In conclusion, our study reveals for the first time that in vitro-regenerated shoots of W. somnifera have the ability to accumulate (more than 2,000-fold higher as compared to control) and tolerate Cd. Exposure to toxic and lethal Cd concentrations (150–1,000 μM) exerted the N, P, and K deficiency in shoots, which are very essential for plant growth and development. Due to N, P, and K deficiency, shoots showed severe toxic symptoms like stunted growth, chlorosis and necrosis and decreased photosynthetic pigment contents. Toxic Cd concentration also caused oxidative damage in W. somnifera shoots as confirmed by enhanced MDA and ROS (O2 ·– and ·OH) and decreased FW and DW of multiple shoot cultures.
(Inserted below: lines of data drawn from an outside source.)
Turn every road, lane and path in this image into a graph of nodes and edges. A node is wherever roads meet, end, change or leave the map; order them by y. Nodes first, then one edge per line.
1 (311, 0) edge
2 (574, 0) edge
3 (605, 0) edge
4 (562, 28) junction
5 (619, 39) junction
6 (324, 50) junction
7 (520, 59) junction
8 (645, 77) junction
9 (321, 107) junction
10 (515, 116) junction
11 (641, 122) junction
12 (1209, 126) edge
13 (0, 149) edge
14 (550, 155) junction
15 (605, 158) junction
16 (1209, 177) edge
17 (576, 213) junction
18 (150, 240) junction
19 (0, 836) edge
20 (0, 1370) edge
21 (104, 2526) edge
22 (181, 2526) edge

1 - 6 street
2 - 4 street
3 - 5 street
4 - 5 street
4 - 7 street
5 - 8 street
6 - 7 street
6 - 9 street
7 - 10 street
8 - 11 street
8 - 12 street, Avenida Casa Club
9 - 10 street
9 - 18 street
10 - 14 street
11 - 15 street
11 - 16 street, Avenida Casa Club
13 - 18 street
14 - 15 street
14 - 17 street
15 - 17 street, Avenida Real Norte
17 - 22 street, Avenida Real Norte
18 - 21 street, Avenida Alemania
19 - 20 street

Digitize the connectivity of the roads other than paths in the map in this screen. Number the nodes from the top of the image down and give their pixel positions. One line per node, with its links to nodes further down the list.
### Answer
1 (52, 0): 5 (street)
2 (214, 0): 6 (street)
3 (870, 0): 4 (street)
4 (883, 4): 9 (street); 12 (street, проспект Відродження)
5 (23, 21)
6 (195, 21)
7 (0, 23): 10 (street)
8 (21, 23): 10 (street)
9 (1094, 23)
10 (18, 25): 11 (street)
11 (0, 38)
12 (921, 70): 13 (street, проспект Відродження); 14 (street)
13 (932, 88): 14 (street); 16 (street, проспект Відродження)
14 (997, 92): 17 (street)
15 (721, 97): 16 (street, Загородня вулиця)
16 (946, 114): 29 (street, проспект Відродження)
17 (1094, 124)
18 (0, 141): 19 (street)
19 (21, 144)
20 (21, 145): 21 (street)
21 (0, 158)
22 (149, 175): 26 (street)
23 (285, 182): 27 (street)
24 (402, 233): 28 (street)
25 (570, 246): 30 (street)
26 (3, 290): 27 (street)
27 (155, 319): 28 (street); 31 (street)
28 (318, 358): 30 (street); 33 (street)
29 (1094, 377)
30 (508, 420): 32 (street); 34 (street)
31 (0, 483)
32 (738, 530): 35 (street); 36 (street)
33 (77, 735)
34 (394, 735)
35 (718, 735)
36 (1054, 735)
Various enzymatic and nonenzymatic antioxidants are involved in Cd detoxification mechanism. Enhanced sugar metabolism also suggests its active role in Cd detoxification and maintaining carbon source to shoots under stress. The toxicity of Cd was decreased by boosting of nonenzymatic responses such as increment in level of total sugars, phenolics, ASA, DHA, tocopherol, flavonoid, GSH, NPSH, and proline. The results clearly showed that interplay of enzymatic and nonenzymatic antioxidative responses, sugar metabolism, and phenolics and proline metabolism together count to tolerance of the Cd-induced oxidative stress and as well as for the mechanism of efficient scavenging of ROS. The plant resorts to modulate its metabolism in such a way to avoid the destructive effect of oxidative stress and evolves a biochemical machinery to detoxify Cd-generated toxicity. More detailed studies are needed to elucidate the mechanisms of Cd-induced responses related to secondary metabolites such as withanolides. Further, understanding the detoxification mechanism and strategies in W. somnifera against the heavy metal stress at plant level will provide insights into manipulating heavy metal tolerance in medicinally important plant.